> [WHAT YOU HAVE TO DO] Once you find the line that contains "ring mcp: (761, 924)", transcribe it and each line after it through the end of the listing, exactly as written.

> [THE RECORDS]
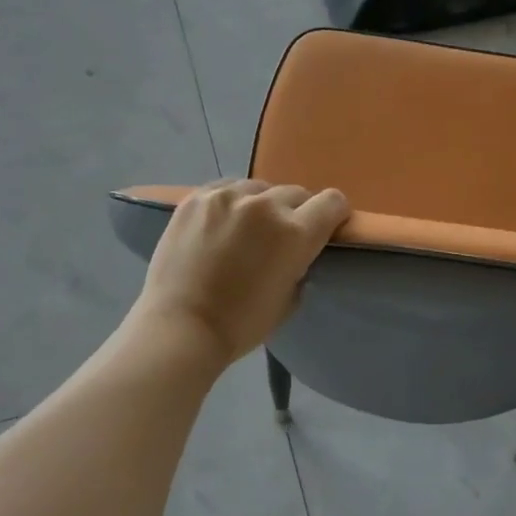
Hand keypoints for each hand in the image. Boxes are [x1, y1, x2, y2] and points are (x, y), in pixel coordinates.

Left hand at [132, 180, 349, 364]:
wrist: (180, 327)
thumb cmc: (242, 324)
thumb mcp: (290, 298)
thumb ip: (300, 264)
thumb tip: (297, 251)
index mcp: (295, 233)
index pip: (332, 202)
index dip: (334, 214)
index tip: (326, 228)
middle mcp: (265, 205)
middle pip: (296, 193)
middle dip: (296, 212)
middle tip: (281, 238)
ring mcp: (226, 197)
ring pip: (260, 188)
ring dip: (262, 205)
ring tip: (247, 229)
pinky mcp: (196, 198)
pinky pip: (226, 189)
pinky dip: (232, 203)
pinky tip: (222, 224)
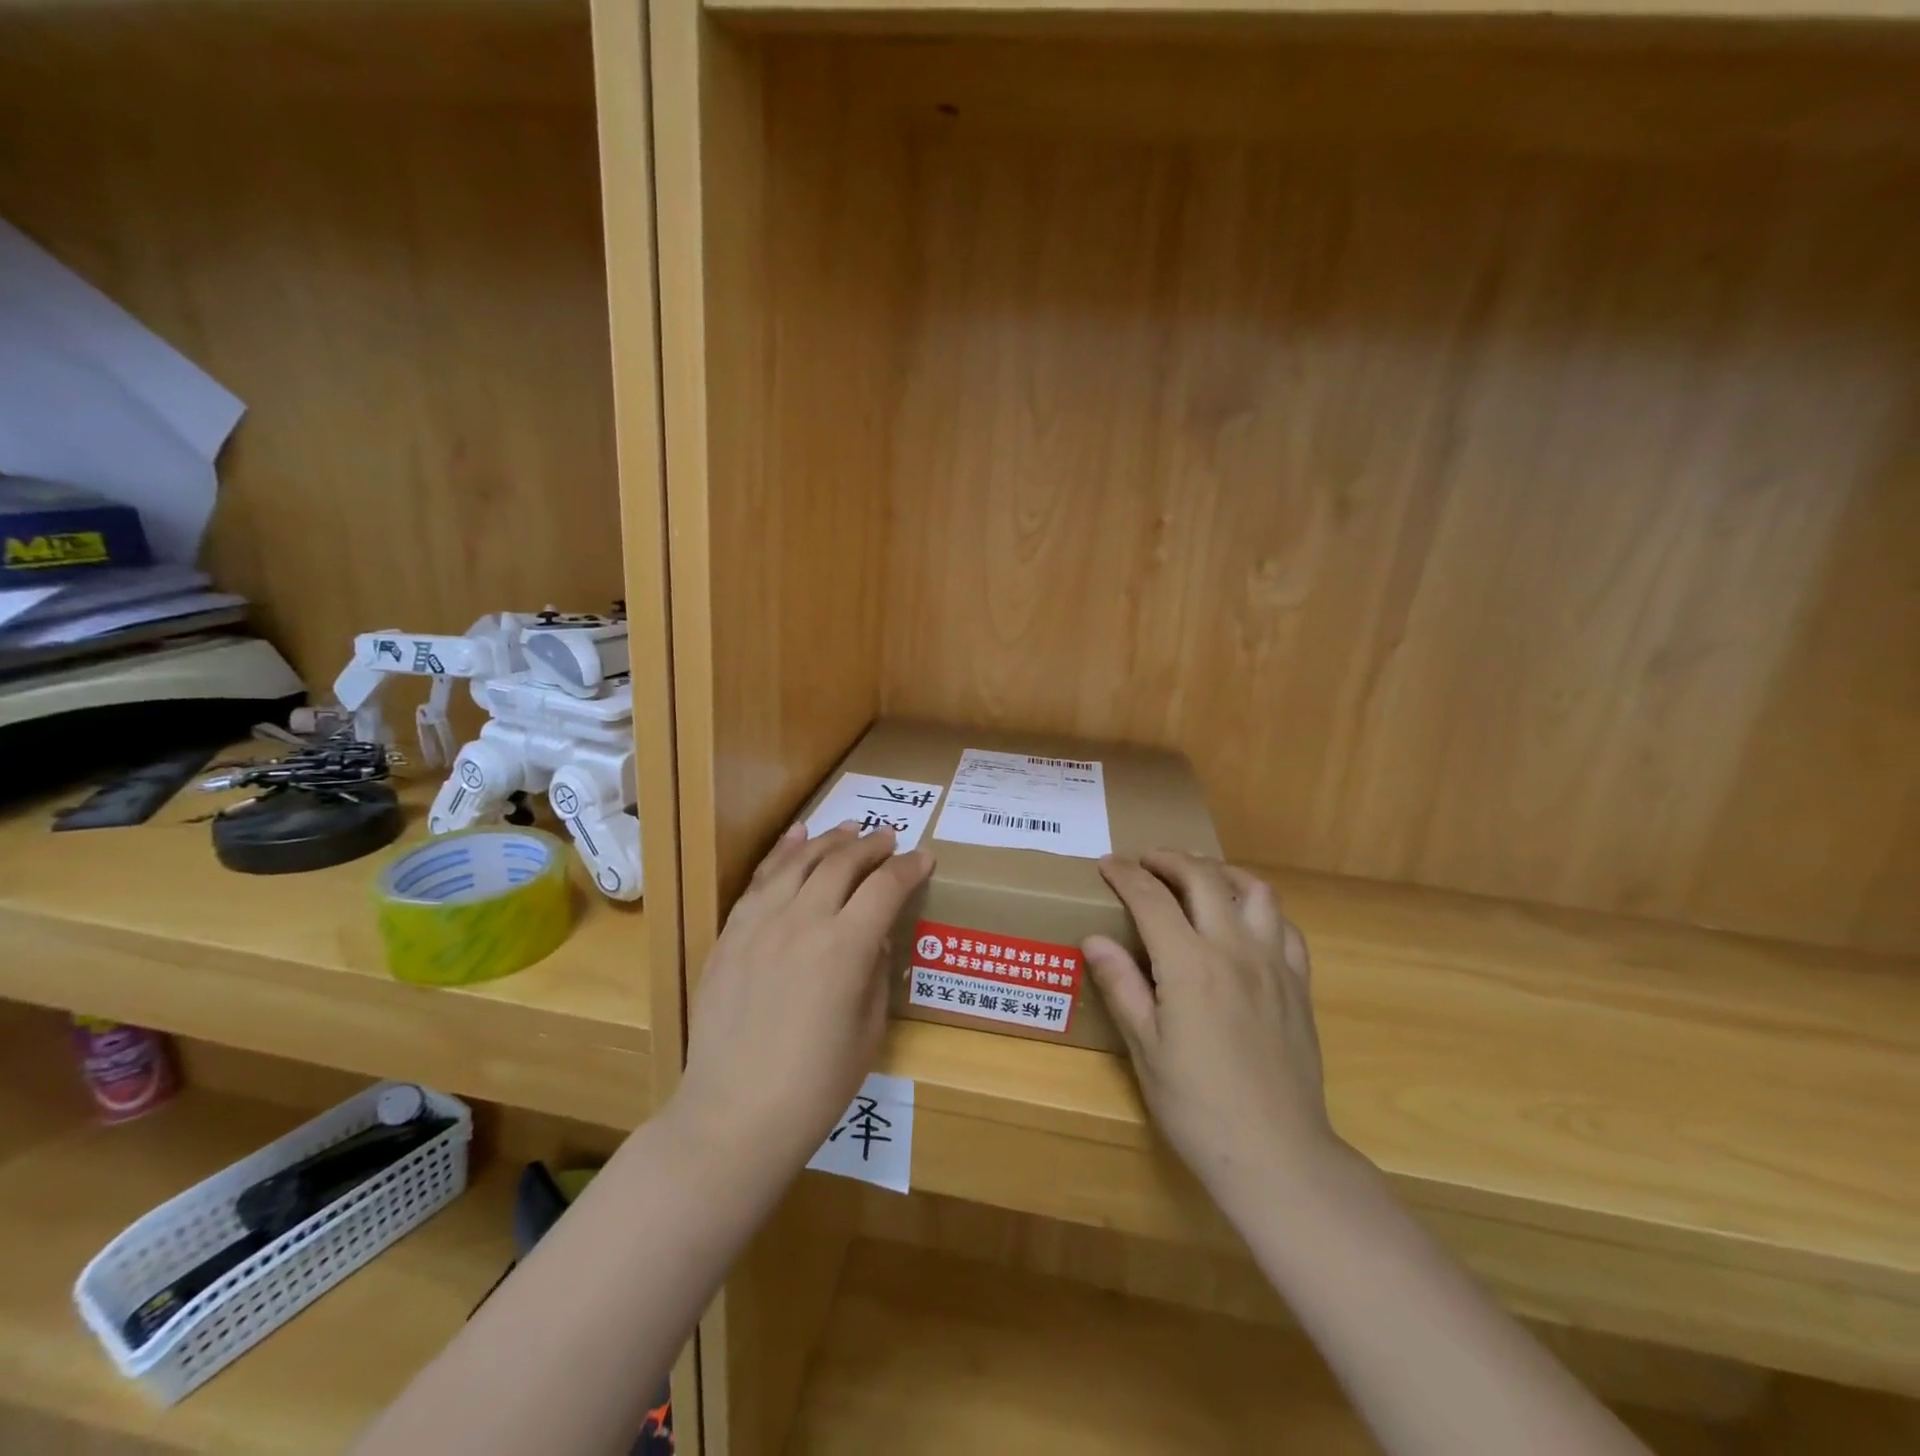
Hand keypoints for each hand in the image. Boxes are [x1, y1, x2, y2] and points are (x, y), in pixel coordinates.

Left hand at [674, 822, 932, 1173]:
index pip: (886, 887)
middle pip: (843, 863)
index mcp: (846, 947)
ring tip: (848, 829)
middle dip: (872, 846)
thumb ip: (875, 972)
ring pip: (800, 862)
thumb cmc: (815, 1086)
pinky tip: (796, 838)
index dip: (909, 867)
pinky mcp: (731, 934)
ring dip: (829, 841)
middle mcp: (804, 921)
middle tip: (888, 838)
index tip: (924, 858)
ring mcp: (761, 924)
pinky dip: (782, 853)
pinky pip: (760, 880)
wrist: (734, 1115)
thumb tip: (873, 938)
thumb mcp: (869, 1031)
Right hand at [1083, 852, 1344, 1207]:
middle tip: (1146, 862)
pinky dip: (1261, 909)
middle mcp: (1234, 950)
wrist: (1277, 1155)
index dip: (1126, 875)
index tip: (1107, 864)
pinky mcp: (1299, 985)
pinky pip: (1286, 927)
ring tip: (1199, 879)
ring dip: (1222, 873)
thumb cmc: (1197, 1107)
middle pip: (1204, 878)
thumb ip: (1121, 986)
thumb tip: (1094, 939)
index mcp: (1190, 965)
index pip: (1152, 898)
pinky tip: (1246, 922)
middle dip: (1170, 859)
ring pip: (1255, 890)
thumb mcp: (1145, 1049)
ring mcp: (1274, 964)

> [RESPONSE AREA]
ring mcp: (761, 924)
pinky dip: (782, 853)
pinky pip: (760, 880)
wrist: (734, 1115)
thumb tip: (873, 938)
thumb mcp: (869, 1031)
Right hand at [1083, 852, 1344, 1207]:
middle tip: (1146, 862)
pinky dip: (1261, 909)
middle mcp: (1234, 950)
wrist: (1277, 1155)
index dip: (1126, 875)
index tip: (1107, 864)
pinky mcp: (1299, 985)
pinky pip: (1286, 927)
ring tip: (1199, 879)
ring dip: (1222, 873)
thumb cmc: (1197, 1107)
middle pip: (1204, 878)
thumb ip: (1121, 986)
thumb tip: (1094, 939)
index mcp: (1190, 965)
index pip: (1152, 898)
pinky tip: (1246, 922)
middle dip: (1170, 859)
ring pip: (1255, 890)
thumb mcp: (1145, 1049)
ring mcp: (1274, 964)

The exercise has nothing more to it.